We had reservations on a 1:00 train from Tokyo to Hinoharu in Yamanashi Prefecture, but for the first time in memory, I arrived at Shinjuku Station to find the train had been cancelled because of heavy snow along the line. However, we were lucky in catching another train shortly after 1:00 that was not influenced by the snow, so got to Yamanashi with little delay. Such heavy snowfall this late in April is not common in Tokyo, or other parts of the Kanto area, so waking to find snow on rooftops and ground was a surprise, and not a happy one.

For the full hour and a half of the train ride sun blazed down on the passing scenery, and anyone would have mistaken it for a summer afternoon. As the train moved beyond Tokyo, the flowering trees -- cherry, plum and peach began to color the mountain slopes and the orchards spaced here and there along the track. Of course, following the treasured custom of long distance train travel in Japan, we enjoyed eating and drinking tea as we gazed upon the splendor of those blossoming trees sliding past outside our window.

Arriving in Hinoharu, we found Mieko-san waiting for us at the station. Rather than driving straight back to the house we took a long roundabout way, stopping to see the cherry trees at Sane Hara, all of them at the height of bloom. The two attached photographs are views at Sane Hara.
We reached the house sometime after five o'clock to find Jiro working with his honeybees. This is his first year to keep bees, and he is expecting the bees to produce honey in the neighborhood of ten kilos. One of my hopes is that tomorrow I will be able to get a look at Jiro's bees.


I am warm here seated not far from the woodburning stove, but it's time now to see if I can post these words on the blog using Jiro's computer. More tomorrow... 

Friday, April 16, 2010

Blossoms in the Rain


8 Days…

After putting it off as long as possible, I sat down this morning and completed the shipping forms, or lists “detailing” the contents and value of each box I am shipping to Florida. I use the word ‘detail’ with some latitude, since I made my lists while looking at sealed boxes and an imprecise recollection of what’s inside, apart from general category. It’s pretty much a great heap of boxes containing either household items or books, with a couple holding ink or fountain pens. This I learned is considered hobby materials. In any case, people I’ve asked have assured me that general description will be enough for official approval. I have to hope that will be so.

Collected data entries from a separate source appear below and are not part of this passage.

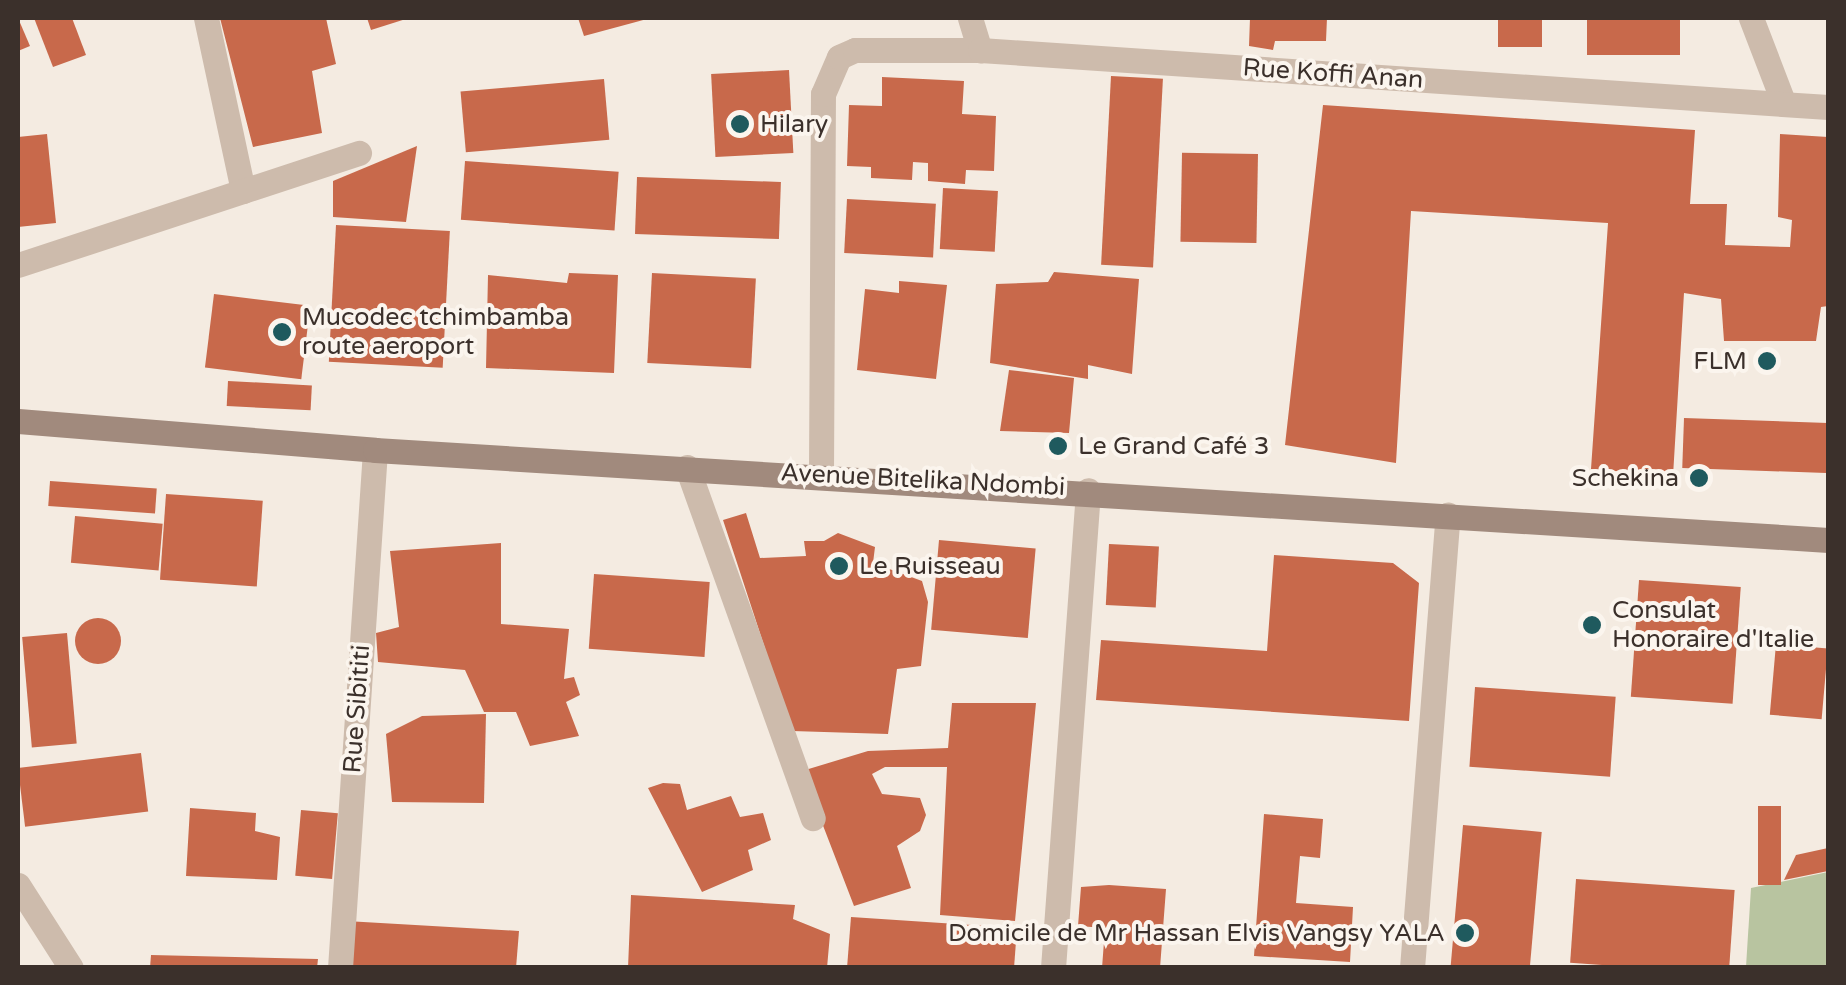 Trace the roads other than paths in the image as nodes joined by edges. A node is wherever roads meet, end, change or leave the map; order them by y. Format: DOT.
graph roads {
  1 [pos="206,18"];
  2 [pos="970,18"];
  3 [pos="1751,18"];
  4 [pos="980,50"];
  5 [pos="1784,104"];
  6 [pos="1828,107"];
  7 [pos="358,153"];
  8 [pos="243,192"];
  9 [pos="18,265"];
  10 [pos="18,421"];
  11 [pos="375,450"];
  12 [pos="687,467"];
  13 [pos="821,473"];
  14 [pos="1088,490"];
  15 [pos="1448,514"];
  16 [pos="1828,540"];
  17 [pos="813,818"];
  18 [pos="18,885"];
  19 [pos="70,968"];
  20 [pos="340,968"];
  21 [pos="1053,968"];
  22 [pos="1412,968"];
  1 -- 8 [label="street"];
  2 -- 4 [label="street"];
  3 -- 5 [label="street"];
  4 -- 5 [label="street, Rue Koffi Anan"];
  4 -- 13 [label="street, Rue Koffi Anan"];
  5 -- 6 [label="street, Rue Koffi Anan"];
  7 -- 8 [label="street"];
  8 -- 9 [label="street"];
  10 -- 11 [label="street, Avenue Bitelika Ndombi"];
  11 -- 12 [label="street, Avenue Bitelika Ndombi"];
  11 -- 20 [label="street, Rue Sibititi"];
  12 -- 13 [label="street, Avenue Bitelika Ndombi"];
  12 -- 17 [label="street"];
  13 -- 14 [label="street, Avenue Bitelika Ndombi"];
  14 -- 15 [label="street, Avenue Bitelika Ndombi"];
  14 -- 21 [label="street"];
  15 -- 16 [label="street, Avenue Bitelika Ndombi"];
  15 -- 22 [label="street"];
  18 -- 19 [label="street"];
} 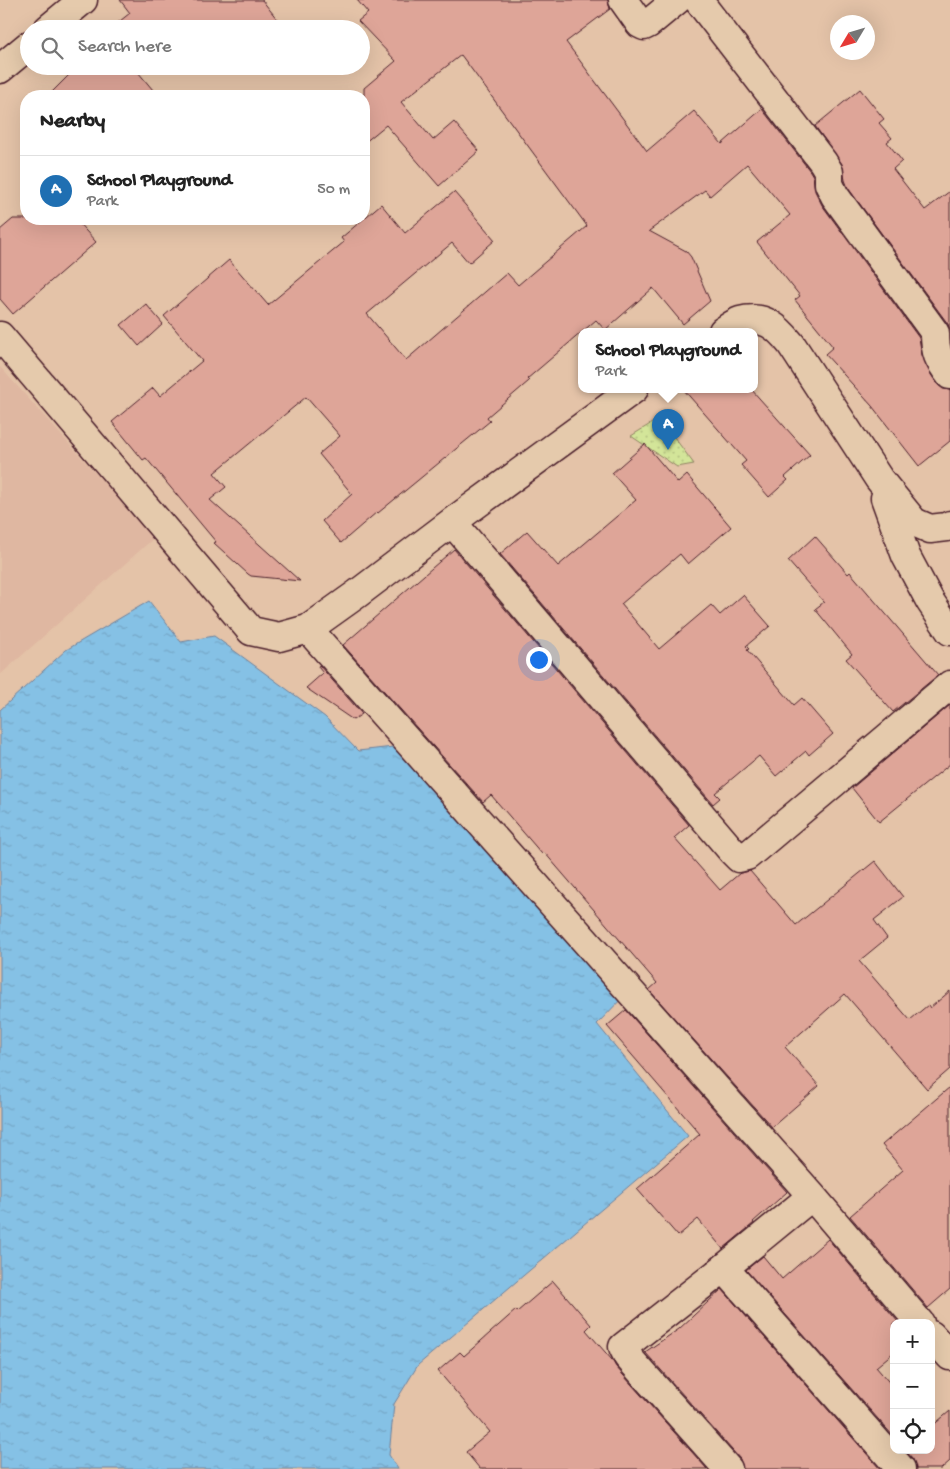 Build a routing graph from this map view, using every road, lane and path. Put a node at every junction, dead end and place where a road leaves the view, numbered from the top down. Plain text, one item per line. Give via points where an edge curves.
1 (83, 0) edge
2 (623, 0) edge
3 (677, 0) edge
4 (698, 0) edge
5 (59, 20) edge
6 (20, 52) edge
7 (0, 69) edge
8 (728, 328) edge
9 (0, 336) edge
10 (950, 375) edge
11 (629, 393) edge
12 (879, 479) junction
13 (452, 522) junction
14 (950, 526) edge
15 (308, 629) junction
16 (950, 631) edge
17 (950, 685) edge
18 (812, 1196) junction
19 (724, 1268) junction
20 (917, 1319) edge
21 (935, 1339) edge
22 (950, 1356) edge
23 (728, 1469) edge
24 (901, 1469) edge

1 - 5 street
2 - 3 street via 644,26
4 - 10 street via 824,162 835,196 935,333 935,352
6 - 7 street
8 - 12 street via 740,321 757,319 776,327 791,344
9 - 15 street via 250,631 279,637
11 - 13 street
12 - 14 street via 914,522 930,530
12 - 16 street via 906,556
13 - 15 street
13 - 17 street via 739,858 748,856
15 - 18 street
18 - 19 street
18 - 20 street
19 - 23 street via 623,1347 628,1357
19 - 24 street
21 - 22 street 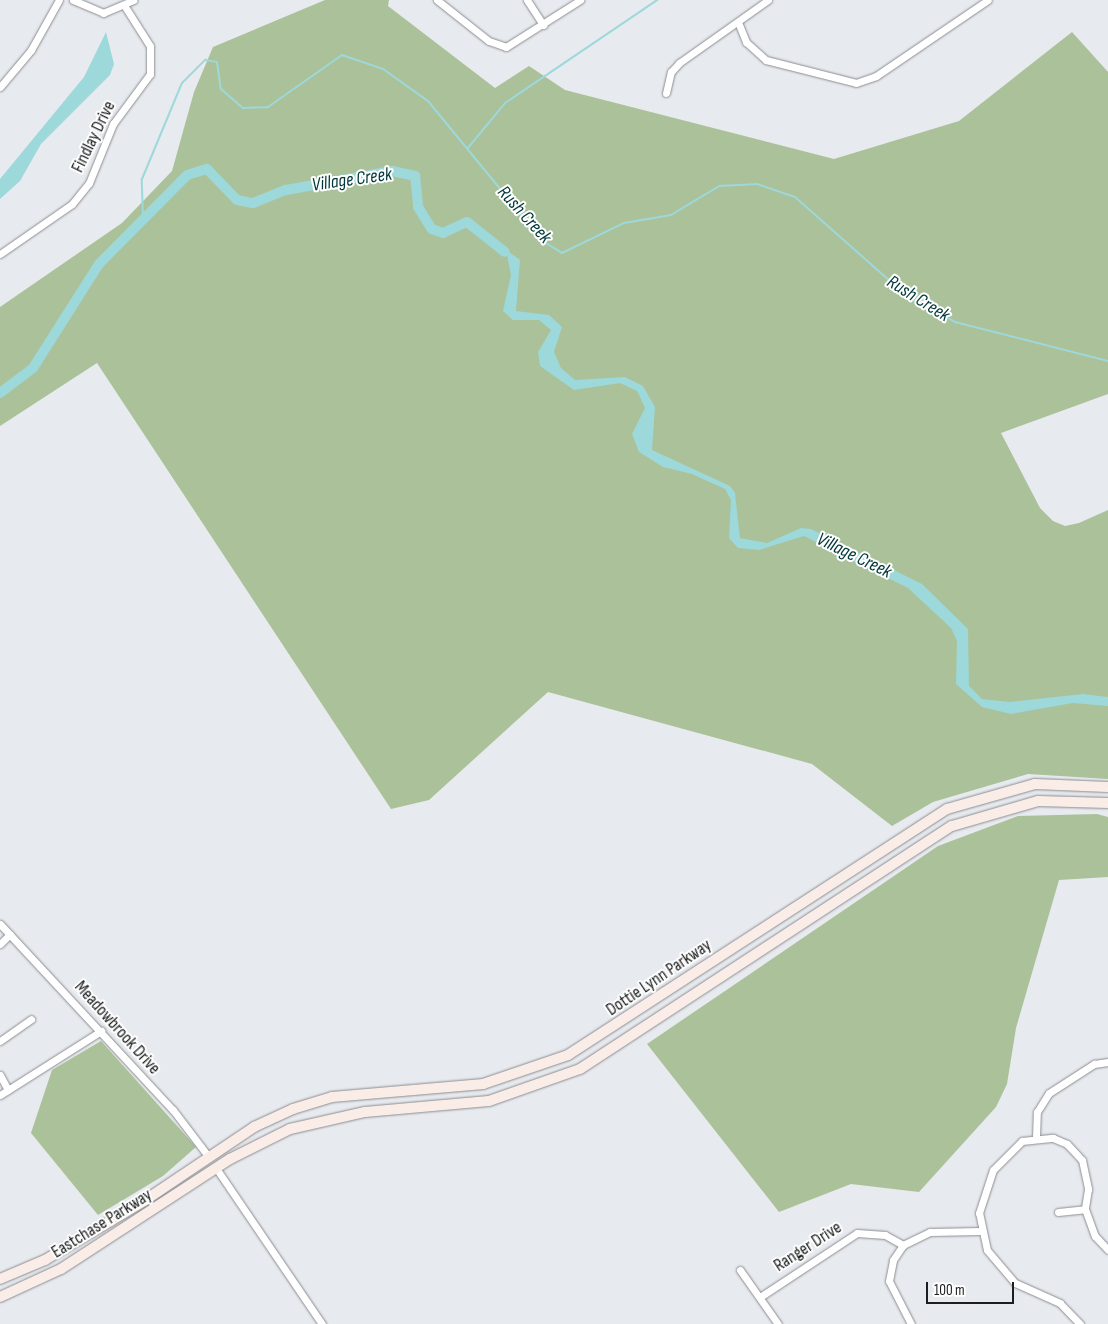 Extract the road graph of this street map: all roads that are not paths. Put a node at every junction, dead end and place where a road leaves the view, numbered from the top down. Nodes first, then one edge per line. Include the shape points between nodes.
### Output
1 (59, 0) edge
2 (73, 0) edge
3 (133, 0) edge
4 (437, 0) edge
5 (527, 0) edge
6 (580, 0) edge
7 (768, 0) edge
8 (988, 0) edge
9 (124, 6) junction
10 (738, 22) junction
11 (543, 24) junction
12 (0, 87) edge
13 (666, 93) dead end
14 (0, 254) edge
15 (1108, 787) edge
16 (1108, 803) edge
17 (924, 821) junction
18 (934, 836) junction
19 (0, 924) edge
20 (10, 934) junction
21 (0, 944) edge
22 (31, 1019) dead end
23 (614, 1027) junction
24 (101, 1031) junction
25 (0, 1041) edge
26 (624, 1042) junction
27 (1108, 1062) edge
28 (0, 1078) edge
29 (8, 1090) junction
30 (0, 1095) edge
31 (254, 1127) junction
32 (1036, 1137) junction
33 (208, 1156) junction
34 (216, 1168) junction
35 (1085, 1209) junction
36 (1058, 1212) dead end
37 (111, 1221) junction
38 (981, 1231) junction
39 (120, 1234) junction
40 (903, 1245) junction
41 (1108, 1250) edge
42 (740, 1270) dead end
43 (0, 1279) edge
44 (0, 1297) edge
45 (760, 1297) junction
46 (322, 1324) edge
47 (778, 1324) edge
48 (911, 1324) edge
49 (1080, 1324) edge

1 - 12 street via 30,50
2 - 9 street via 103,13
3 - 9 street
4 - 11 street via 504,48
5 - 11 street
6 - 11 street
7 - 10 street
8 - 10 street via 876,76 856,83 766,60 746,42
9 - 14 street, Findlay Drive via 150,46 150,74 113,124 89,184 72,204
10 - 13 street via 679,63 671,72
15 - 17 main road, Dottie Lynn Parkway via 1067,783 1015,788 967,801
16 - 18 main road, Dottie Lynn Parkway via 1069,799 1011,806
17 - 18 main road
17 - 23 main road, Dottie Lynn Parkway
18 - 26 main road, Dottie Lynn Parkway
19 - 20 street, Meadowbrook Drive
20 - 21 street
20 - 24 street, Meadowbrook Drive
22 - 25 street
23 - 26 main road
23 - 31 main road, Dottie Lynn Parkway via 568,1055 502,1080 314,1100
24 - 29 street
24 - 33 street, Meadowbrook Drive
26 - 34 main road, Dottie Lynn Parkway via 542,1086 460,1106 336,1116 290,1128
27 - 32 street via 1094,1064 1049,1093 1037,1112
28 - 29 street
29 - 30 street
31 - 33 main road, Dottie Lynn Parkway
31 - 34 main road via 220,1154
32 - 35 street via 1067,1144 1082,1160 1088,1189
32 - 38 street via 1022,1141 993,1170 981,1198
33 - 37 main road, Eastchase Parkway
34 - 39 main road, Eastchase Parkway
34 - 46 street
35 - 36 street
35 - 41 street via 1095,1236
37 - 39 main road
37 - 43 main road, Eastchase Parkway via 42,1261
38 - 40 street via 930,1232
38 - 49 street via 987,1250 1015,1283 1060,1303
39 - 44 main road, Eastchase Parkway via 49,1276
40 - 45 street, Ranger Drive via 885,1235 858,1233
40 - 48 street via 893,1260 889,1281
42 - 45 street
45 - 47 street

Today is another cold and wet day in Tokyo, more of what has made this a mostly unsatisfactory cherry blossom season. The morning’s Japan Times explained how the cold weather has extended the season, but made no mention of trees already bare of flowers jostled loose by the almost daily rain. The times have been few indeed when one could stroll among the trees in full bloom, or sit beneath them with friends. Fewer people viewing the cherry trees in Kugayama this spring, and at this point there isn’t much left to view. Puddles spotted with pink petals reflect the flowerless branches overhead.


Tomorrow will see me off to the Yamanashi countryside for an overnight stay with old friends. I will try to post a few lines from there, if able to write from my friend’s computer. If not, Sunday evening will be the next and final post from Japan.

Thursday, April 15, 2010

Lopsided


9 Days…

Most of the preparations for leaving Japan are in order. Lists checked two, three and four times tell me there’s little need for scrambling, running here and there, or fretting. So why do I feel this anxiety? Why do I pace the rooms looking into corners again, opening closet doors to verify they are empty? In truth, if the small details outside my control (utility companies) were completed tomorrow, I could leave the day after, certain that every last piece was in place.


More likely than anything else, I am probably apprehensive about leaving behind the lifestyle that is both familiar and comfortable. I ponder those small things, the unremarked customs and routines that fill scant space when talked about, the prosaic movements of my days in Japan—it is the absence of those things that will most wring the locus of my feelings. It’s often said that retirement causes a similar lopsidedness. A familiar cycle ends and the uprooting of established custom and activity leaves one uncertain.


Nights, in the time before falling asleep I ask myself what retiring PLUS moving 10,000 miles, one on top the other will be like. These thoughts perhaps lie at the root of my pacing from one empty room to another counting boxes.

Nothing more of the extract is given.